Make an exact copy of the data below, leaving out every picture.

(Saved entries)
○ ○ ○ ○ ○ ○ ○

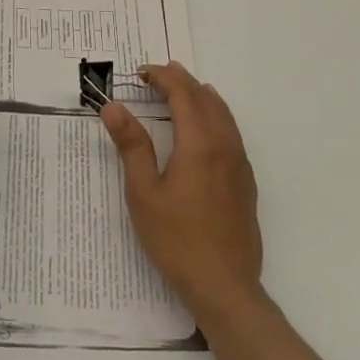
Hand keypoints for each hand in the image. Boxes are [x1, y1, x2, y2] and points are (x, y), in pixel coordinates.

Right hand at [101, 62, 263, 324]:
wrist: (224, 287)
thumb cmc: (177, 240)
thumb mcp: (143, 193)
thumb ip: (131, 145)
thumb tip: (114, 107)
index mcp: (199, 144)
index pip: (183, 95)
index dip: (163, 77)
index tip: (141, 72)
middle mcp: (224, 146)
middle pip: (206, 99)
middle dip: (182, 81)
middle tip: (158, 74)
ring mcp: (240, 165)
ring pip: (224, 115)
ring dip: (201, 96)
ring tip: (182, 90)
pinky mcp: (246, 183)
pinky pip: (232, 133)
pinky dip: (215, 116)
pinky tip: (204, 129)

○ ○ ○ ○ ○ ○ ○

* **Your response**:
Hand keypoints for each hand in the image. Boxes are [x1, y1, x2, y2] and points are (x, y), in pixel coordinates.

Right hand at [101, 62, 263, 324]:
wrist: (224, 287)
thumb cmc: (177, 240)
thumb mcp: (143, 193)
thumb ip: (131, 145)
thumb tip: (114, 107)
index mcp: (199, 144)
index pip: (183, 95)
index dip: (163, 77)
index tip: (141, 72)
middle mcp: (224, 146)
middle pip: (206, 99)
middle dip: (182, 81)
middle tip: (158, 74)
ring mcp: (240, 165)
ring pip: (224, 115)
ring dip: (201, 96)
ring tip: (182, 90)
pinky mcp: (246, 183)
pinky pip: (232, 133)
pinky dip: (215, 116)
pinky tip: (204, 129)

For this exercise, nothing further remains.